* Data section:
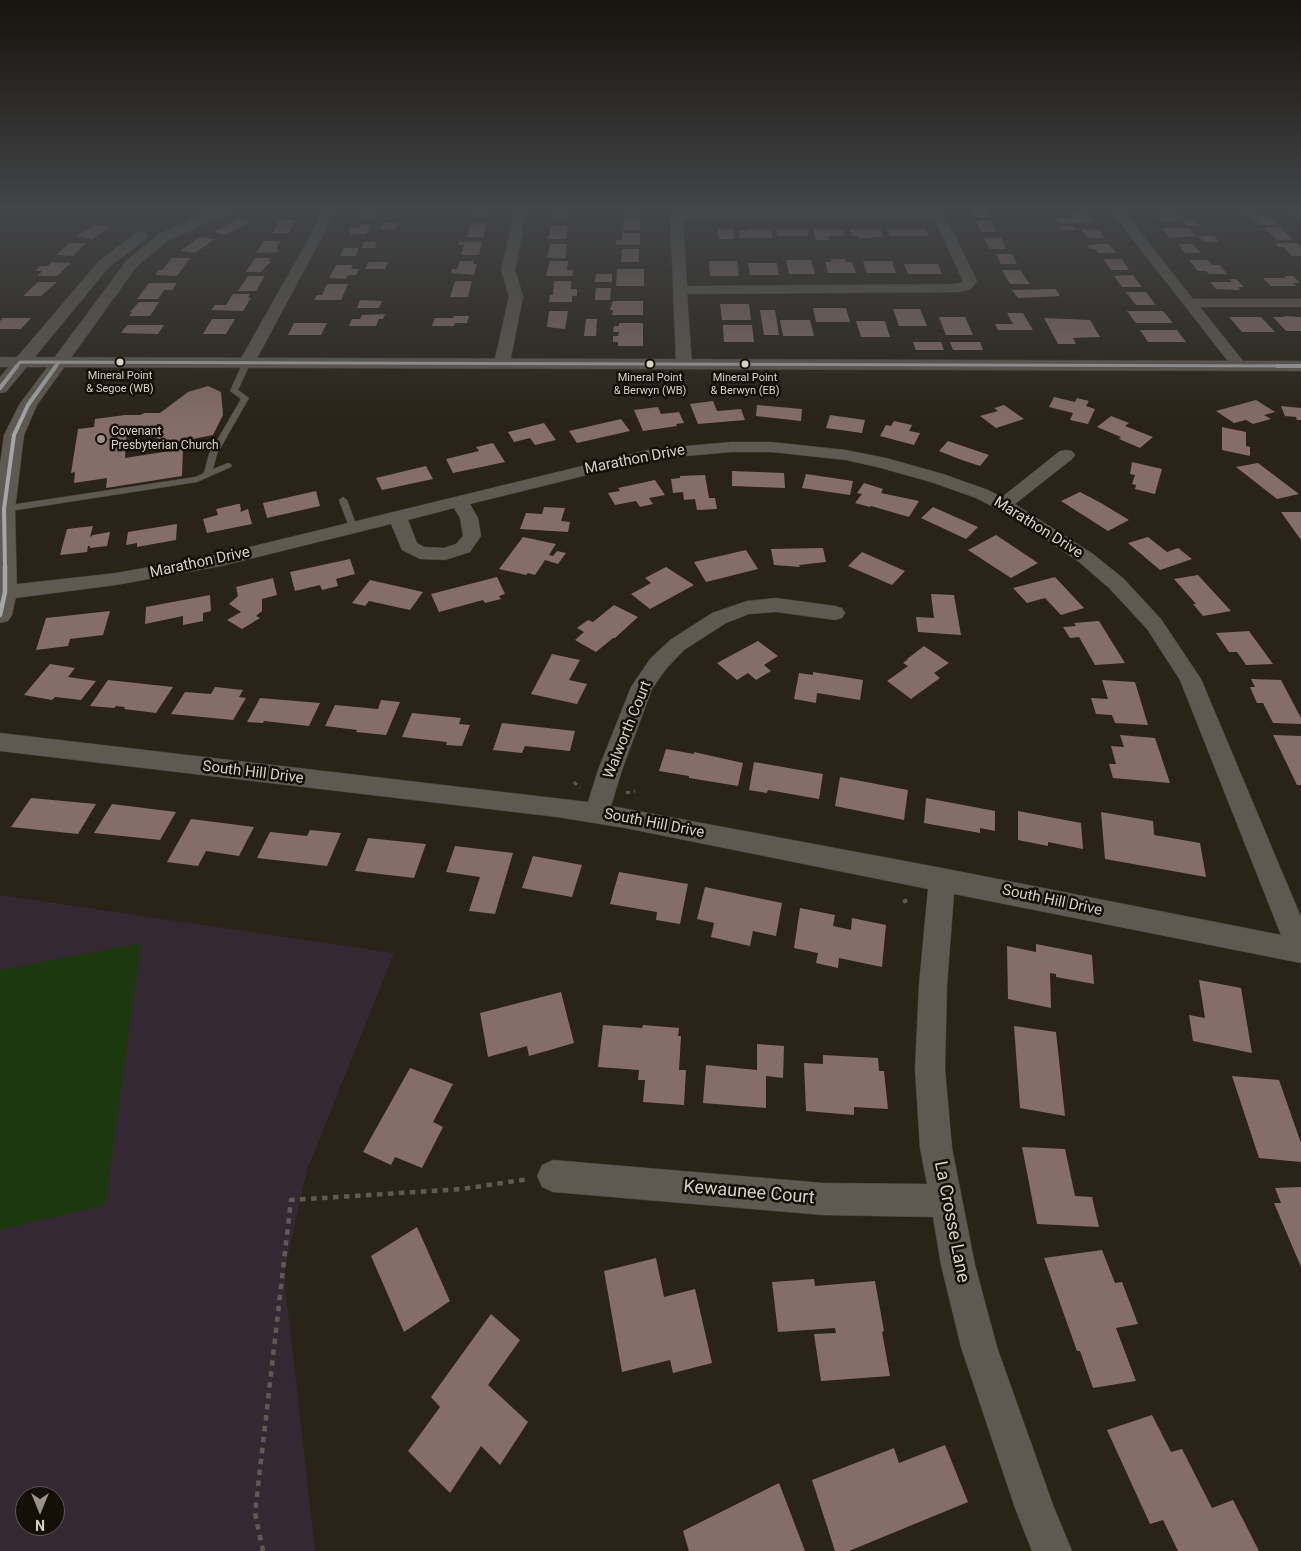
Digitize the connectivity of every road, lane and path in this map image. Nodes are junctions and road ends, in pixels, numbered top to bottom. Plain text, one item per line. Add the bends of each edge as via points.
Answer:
1 (89, 281) edge
2 (118, 281) edge
3 (291, 281) edge
4 (512, 281) edge
5 (680, 281) edge
6 (970, 281) edge
7 (1173, 281) edge
8 (681, 290) junction
9 (1301, 302) edge
10 (1190, 303) junction
11 (0, 362) edge
12 (20, 362) junction
13 (59, 362) junction
14 (247, 362) junction
15 (502, 363) junction
16 (684, 364) junction
17 (1239, 366) junction
18 (1301, 366) edge
19 (0, 388) edge
20 (1066, 454) dead end
21 (228, 465) dead end
22 (208, 473) junction
23 (343, 500) dead end
24 (459, 501) junction
25 (1002, 504) junction
26 (4, 509) junction
27 (397, 516) junction
28 (353, 527) junction
29 (3, 593) edge
30 (836, 613) dead end
31 (0, 615) edge
32 (0, 742) edge
33 (574, 782) dead end
34 (580, 788) dead end
35 (635, 791) dead end
36 (626, 793) dead end
37 (596, 813) junction
38 (942, 879) junction
39 (909, 899) dead end
40 (903, 902) dead end
41 (1301, 950) edge
42 (553, 1176) joint
43 (946, 1202) junction
44 (263, 1551) edge
45 (1052, 1551) edge

1 - 12 street
2 - 13 street
3 - 14 street
4 - 15 street via 516,296
5 - 8 street
6 - 8 street via 966,286 942,289
7 - 10 street
8 - 16 street
9 - 10 street
10 - 17 street
11 - 12 main road
12 - 13 main road
12 - 19 street
13 - 14 main road
13 - 26 street via 28,404 14,435
14 - 15 main road
14 - 22 lane via 234,391 244,398 213,454
15 - 16 main road
16 - 17 main road
17 - 18 main road
20 - 25 street
21 - 22 lane
22 - 26 lane via 197,479
23 - 28 lane
24 - 25 street, Marathon Drive via 652,454 751,447 808,450 880,462 937,478
24 - 27 street, Marathon Drive
24 - 27 street via 469,518 472,536 463,548 445,554 420,552 409,546
25 - 41 street, Marathon Drive via 1048,530 1116,583 1154,624 1174,653 1190,679
26 - 29 street
27 - 28 street, Marathon Drive
28 - 29 street, Marathon Drive via 158,573
29 - 31 street
30 - 37 street, Walworth Court via 776,605 747,608 719,618 677,645 642,686
32 - 37 street, South Hill Drive
33 - 34 path
35 - 36 path
37 - 38 street, South Hill Drive
38 - 41 street, South Hill Drive
38 - 43 street, La Crosse Lane via 930,1069 936,1148
39 - 40 path
42 - 43 street, Kewaunee Court via 823,1199
42 - 44 path via 462,1189 291,1200 255,1513
43 - 45 street, La Crosse Lane via 979,1347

* Task brief: Bring together each line above where the string "road" turns up.

* Response for this exercise:
Digitize the connectivity of every road, lane and path in this map image. Nodes are junctions and road ends, in pixels, numbered top to bottom. Plain text, one item per line. Add the bends of each edge as via points.
11 - 12 main road
12 - 13 main road
13 - 14 main road
14 - 15 main road
15 - 16 main road
16 - 17 main road
17 - 18 main road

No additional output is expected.